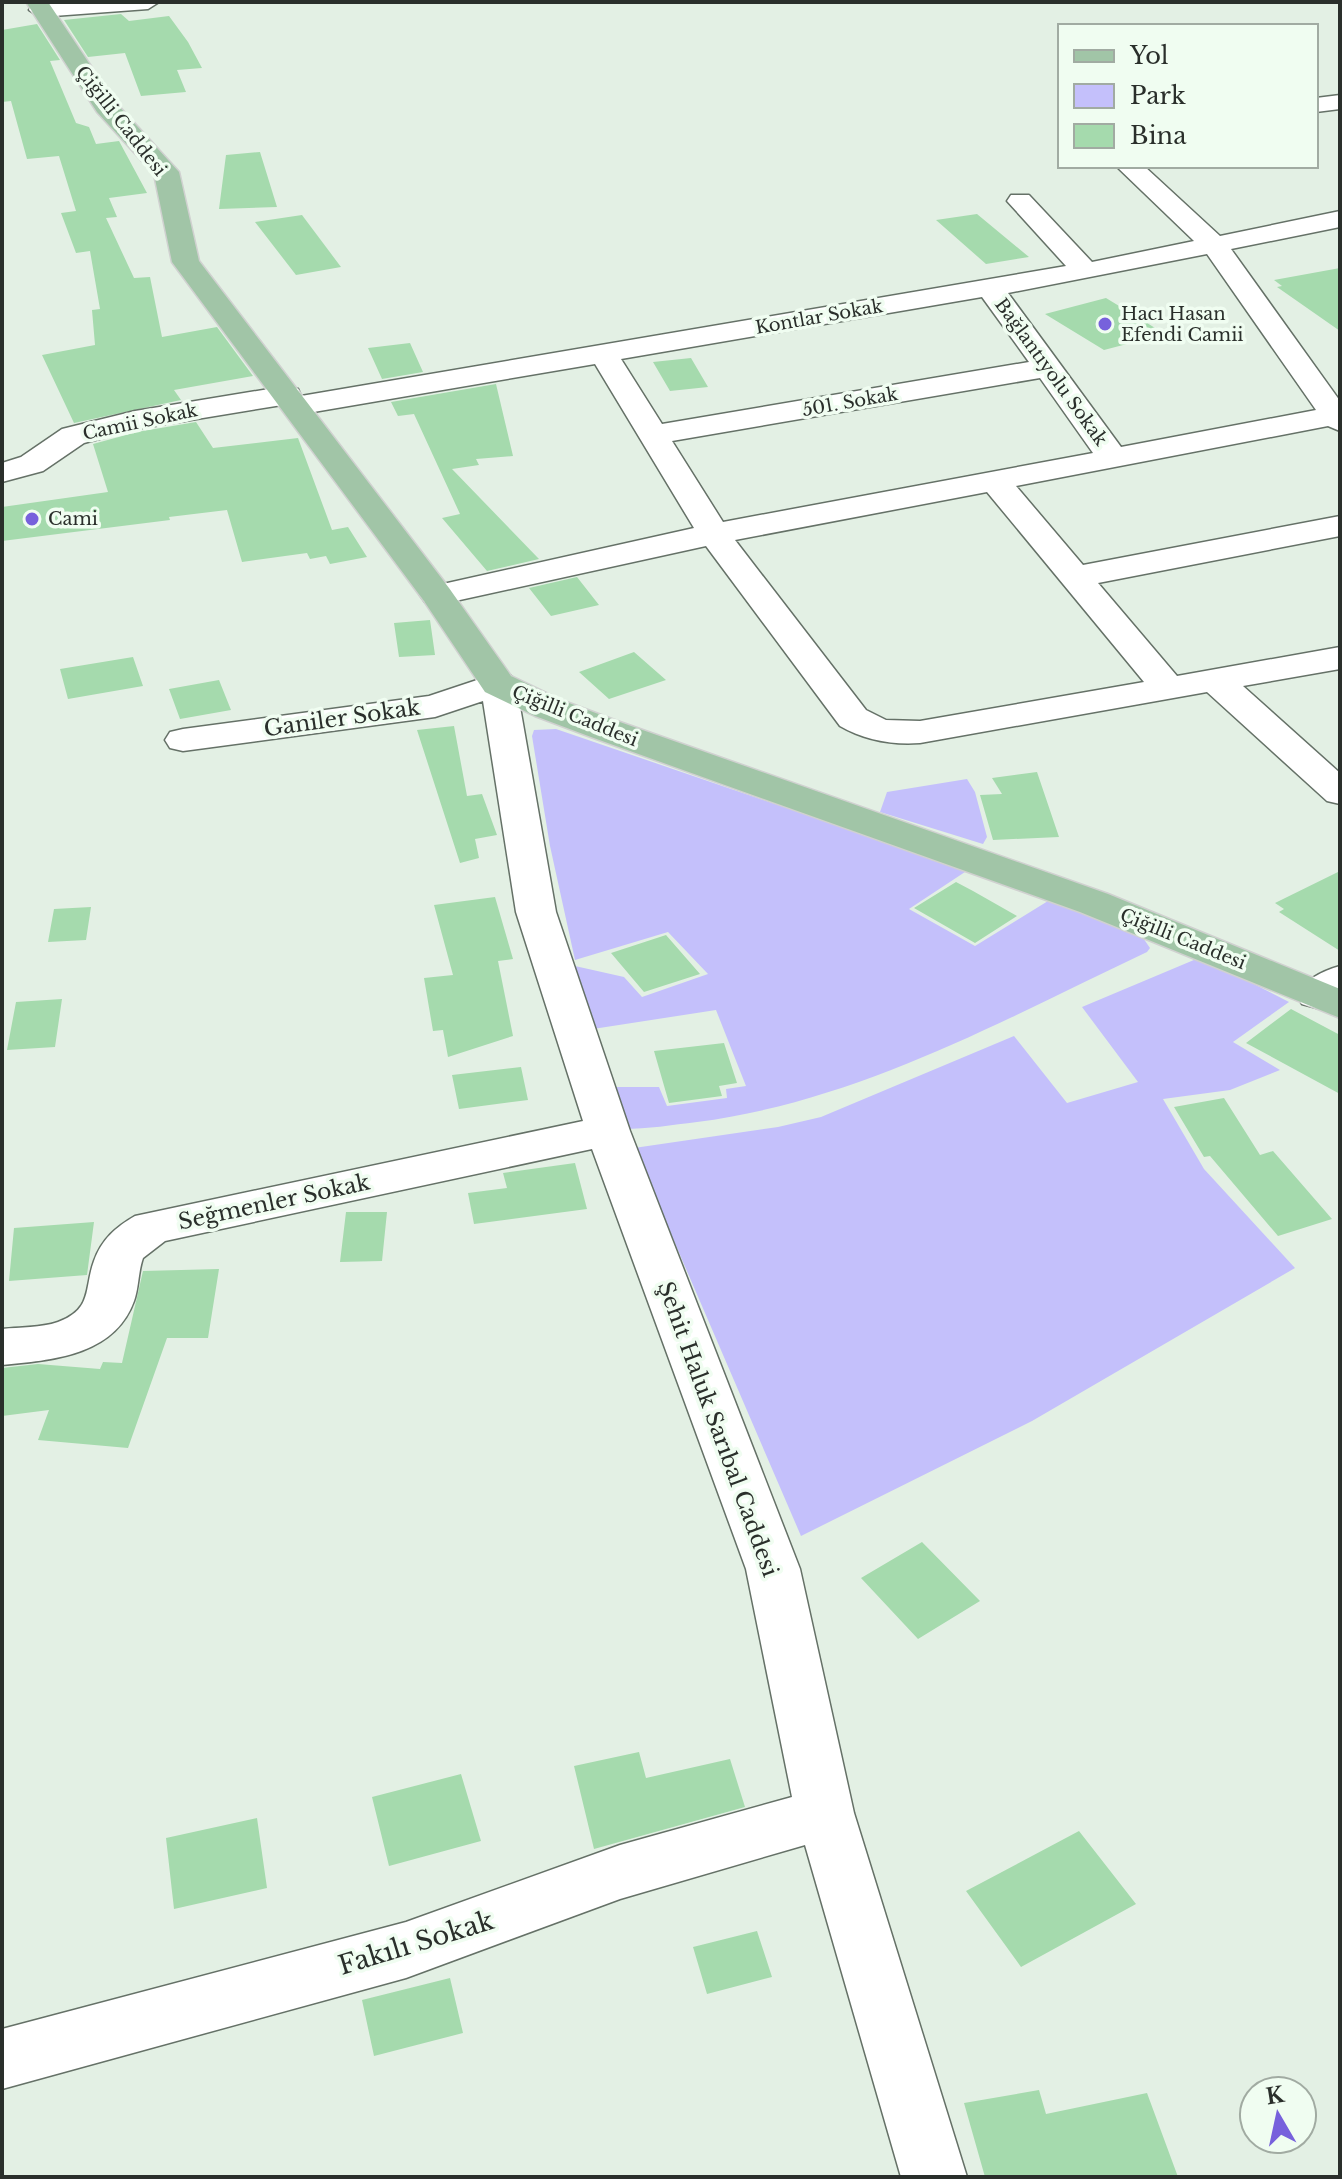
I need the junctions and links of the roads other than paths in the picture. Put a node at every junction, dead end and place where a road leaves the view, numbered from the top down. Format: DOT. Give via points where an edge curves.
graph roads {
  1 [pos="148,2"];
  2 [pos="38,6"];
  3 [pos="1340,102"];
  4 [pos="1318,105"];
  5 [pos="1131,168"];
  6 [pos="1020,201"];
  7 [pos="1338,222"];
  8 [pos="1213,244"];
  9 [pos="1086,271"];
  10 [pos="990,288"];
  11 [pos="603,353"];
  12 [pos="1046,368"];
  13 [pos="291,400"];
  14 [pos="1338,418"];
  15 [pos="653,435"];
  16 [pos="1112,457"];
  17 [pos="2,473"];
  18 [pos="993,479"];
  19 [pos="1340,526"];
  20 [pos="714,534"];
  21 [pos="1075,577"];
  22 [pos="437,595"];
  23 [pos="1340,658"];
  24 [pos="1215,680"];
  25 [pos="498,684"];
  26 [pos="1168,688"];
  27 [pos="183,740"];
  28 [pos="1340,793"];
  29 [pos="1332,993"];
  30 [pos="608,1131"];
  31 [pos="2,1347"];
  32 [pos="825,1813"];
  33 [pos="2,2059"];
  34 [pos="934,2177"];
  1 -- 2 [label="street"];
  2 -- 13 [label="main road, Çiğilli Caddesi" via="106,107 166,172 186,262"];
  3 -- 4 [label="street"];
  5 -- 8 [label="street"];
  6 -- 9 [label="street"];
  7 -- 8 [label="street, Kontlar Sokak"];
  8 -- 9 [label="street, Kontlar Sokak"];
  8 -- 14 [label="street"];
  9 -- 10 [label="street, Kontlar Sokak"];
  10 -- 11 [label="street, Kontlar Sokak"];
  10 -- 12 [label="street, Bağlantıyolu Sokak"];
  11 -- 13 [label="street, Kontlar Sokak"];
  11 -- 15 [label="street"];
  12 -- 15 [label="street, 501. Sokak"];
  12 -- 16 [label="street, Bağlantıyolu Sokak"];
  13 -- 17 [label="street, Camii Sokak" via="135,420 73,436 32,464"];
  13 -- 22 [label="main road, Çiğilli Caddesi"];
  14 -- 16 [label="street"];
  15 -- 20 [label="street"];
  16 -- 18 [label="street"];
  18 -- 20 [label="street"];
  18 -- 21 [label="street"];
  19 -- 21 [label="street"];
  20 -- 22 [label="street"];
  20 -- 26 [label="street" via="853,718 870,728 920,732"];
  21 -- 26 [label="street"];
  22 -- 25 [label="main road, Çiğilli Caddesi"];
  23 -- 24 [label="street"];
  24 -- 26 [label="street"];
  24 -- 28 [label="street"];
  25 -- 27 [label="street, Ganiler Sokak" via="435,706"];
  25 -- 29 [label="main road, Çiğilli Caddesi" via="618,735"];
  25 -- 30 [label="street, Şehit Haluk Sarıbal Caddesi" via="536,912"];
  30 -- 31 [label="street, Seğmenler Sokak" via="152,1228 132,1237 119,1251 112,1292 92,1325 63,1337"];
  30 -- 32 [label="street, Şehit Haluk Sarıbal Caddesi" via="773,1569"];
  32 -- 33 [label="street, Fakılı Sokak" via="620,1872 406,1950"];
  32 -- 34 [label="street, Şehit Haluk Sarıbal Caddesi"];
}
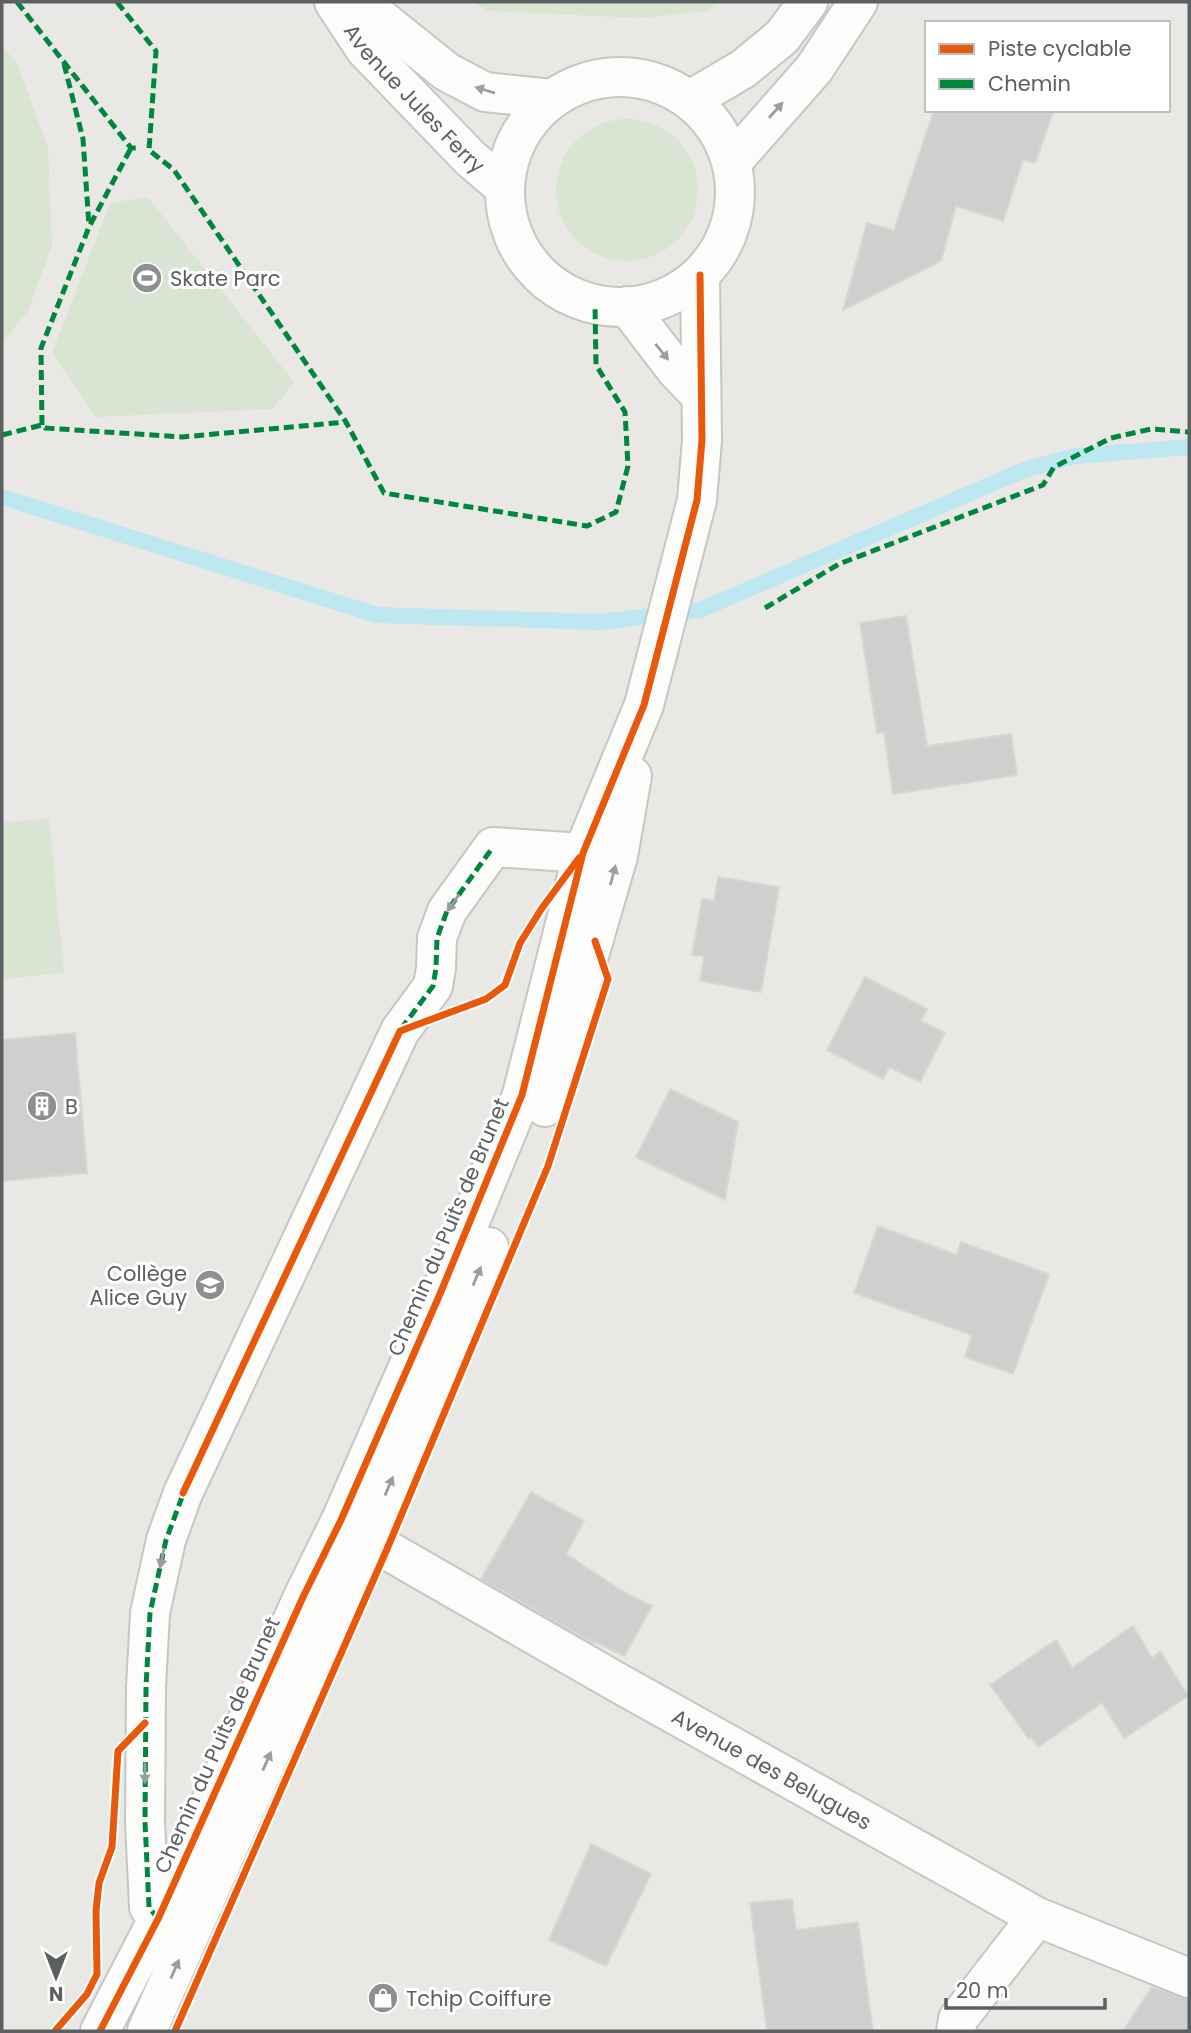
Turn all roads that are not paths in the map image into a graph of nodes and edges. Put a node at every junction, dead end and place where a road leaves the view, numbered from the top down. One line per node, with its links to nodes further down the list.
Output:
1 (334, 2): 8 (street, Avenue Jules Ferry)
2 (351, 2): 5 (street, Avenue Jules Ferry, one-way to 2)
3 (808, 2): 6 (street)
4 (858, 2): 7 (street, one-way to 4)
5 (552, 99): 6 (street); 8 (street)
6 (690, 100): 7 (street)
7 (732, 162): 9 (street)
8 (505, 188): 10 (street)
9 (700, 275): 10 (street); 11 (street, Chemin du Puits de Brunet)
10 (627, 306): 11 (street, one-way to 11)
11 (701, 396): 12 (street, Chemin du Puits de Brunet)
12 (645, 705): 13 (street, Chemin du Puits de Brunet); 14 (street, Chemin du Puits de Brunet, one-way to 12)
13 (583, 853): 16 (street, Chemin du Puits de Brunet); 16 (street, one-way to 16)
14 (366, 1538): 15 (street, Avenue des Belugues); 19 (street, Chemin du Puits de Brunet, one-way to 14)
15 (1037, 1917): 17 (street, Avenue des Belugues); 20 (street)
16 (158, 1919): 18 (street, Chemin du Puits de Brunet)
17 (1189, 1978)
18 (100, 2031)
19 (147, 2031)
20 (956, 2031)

* [Requirement] The reply must match the records exactly, apart from the pictures, which are left out.

* [Output]
I need the junctions and links of the roads other than paths in the picture. Put a node at every junction, dead end and place where a road leaves the view, numbered from the top down. Format: DOT. Give via points where an edge curves.
graph roads {
  1 [pos="148,2"];
  2 [pos="38,6"];
  3 [pos="1340,102"];
  4 [pos="1318,105"];
  5 [pos="1131,168"];
  6 [pos="1020,201"];
  7 [pos="1338,222"];
  8 [pos="1213,244"];
  9 [pos="1086,271"];
  10 [pos="990,288"];
  11 [pos="603,353"];
  12 [pos="1046,368"];
  13 [pos="291,400"];
  14 [pos="1338,418"];
  15 [pos="653,435"];
  16 [pos="1112,457"];
  17 [pos="2,473"];
  18 [pos="993,479"];
  19 [pos="1340,526"];
  20 [pos="714,534"];
  21 [pos="1075,577"];
  22 [pos="437,595"];
  23 [pos="1340,658"];
  24 [pos="1215,680"];
  25 [pos="498,684"];
  26 [pos="1168,688"];
  27 [pos="183,740"];
  28 [pos="1340,793"];
  29 [pos="1332,993"];
  30 [pos="608,1131"];
  31 [pos="2,1347"];
  32 [pos="825,1813"];
  33 [pos="2,2059"];
  34 [pos="934,2177"];
  1 -- 2 [label="street"];
  2 -- 13 [label="main road, Çiğilli Caddesi" via="106,107 166,172 186,262"];
  3 -- 4 [label="street"];
  5 -- 8 [label="street"];
  6 -- 9 [label="street"];
  7 -- 8 [label="street, Kontlar Sokak"];
  8 -- 9 [label="street, Kontlar Sokak"];
  8 -- 14 [label="street"];
  9 -- 10 [label="street, Kontlar Sokak"];
  10 -- 11 [label="street, Kontlar Sokak"];
  10 -- 12 [label="street, Bağlantıyolu Sokak"];
  11 -- 13 [label="street, Kontlar Sokak"];
  11 -- 15 [label="street"];
  12 -- 15 [label="street, 501. Sokak"];
  12 -- 16 [label="street, Bağlantıyolu Sokak"];
  13 -- 17 [label="street, Camii Sokak" via="135,420 73,436 32,464"];
  13 -- 22 [label="main road, Çiğilli Caddesi"];
  14 -- 16 [label="street"];
  15 -- 20 [label="street"];
  16 -- 18 [label="street"];
  18 -- 20 [label="street"];
  18 -- 21 [label="street"];
  19 -- 21 [label="street"];
  20 -- 22 [label="street"];
  20 -- 26 [label="street" via="853,718 870,728 920,732"];
  21 -- 26 [label="street"];
  22 -- 25 [label="main road, Çiğilli Caddesi"];
  23 -- 24 [label="street"];
  24 -- 26 [label="street"];
  24 -- 28 [label="street"];
  25 -- 27 [label="street, Ganiler Sokak" via="435,706"];
  25 -- 29 [label="main road, Çiğilli Caddesi" via="618,735"];
  25 -- 30 [label="street, Şehit Haluk Sarıbal Caddesi" via="536,912"];
  30 -- 31 [label="street, Seğmenler Sokak" via="152,1228 132,1237 119,1251 112,1292 92,1325 63,1337"];
  30 -- 32 [label="street, Şehit Haluk Sarıbal Caddesi" via="773,1569"];
  32 -- 33 [label="street, Fakılı Sokak" via="620,1872 406,1950"];
  32 -- 34 [label="street, Şehit Haluk Sarıbal Caddesi"];
}
Turn all roads that are not paths in the map image into a graph of nodes and edges. Put a node at every junction, dead end and place where a road leaves the view, numbered from the top down. One line per node, with its links to nodes further down the list.
Output:
1 (334, 2): 8 (street, Avenue Jules Ferry)
2 (351, 2): 5 (street, Avenue Jules Ferry, one-way to 2)
3 (808, 2): 6 (street)
4 (858, 2): 7 (street, one-way to 4)
5 (552, 99): 6 (street); 8 (street)
6 (690, 100): 7 (street)
7 (732, 162): 9 (street)
8 (505, 188): 10 (street)
9 (700, 275): 10 (street); 11 (street, Chemin du Puits de Brunet)
10 (627, 306): 11 (street, one-way to 11)
11 (701, 396): 12 (street, Chemin du Puits de Brunet)
12 (645, 705): 13 (street, Chemin du Puits de Brunet); 14 (street, Chemin du Puits de Brunet, one-way to 12)
13 (583, 853): 16 (street, Chemin du Puits de Brunet); 16 (street, one-way to 16)
14 (366, 1538): 15 (street, Avenue des Belugues); 19 (street, Chemin du Puits de Brunet, one-way to 14)
15 (1037, 1917): 17 (street, Avenue des Belugues); 20 (street)
16 (158, 1919): 18 (street, Chemin du Puits de Brunet)
17 (1189, 1978)
18 (100, 2031)
19 (147, 2031)
20 (956, 2031)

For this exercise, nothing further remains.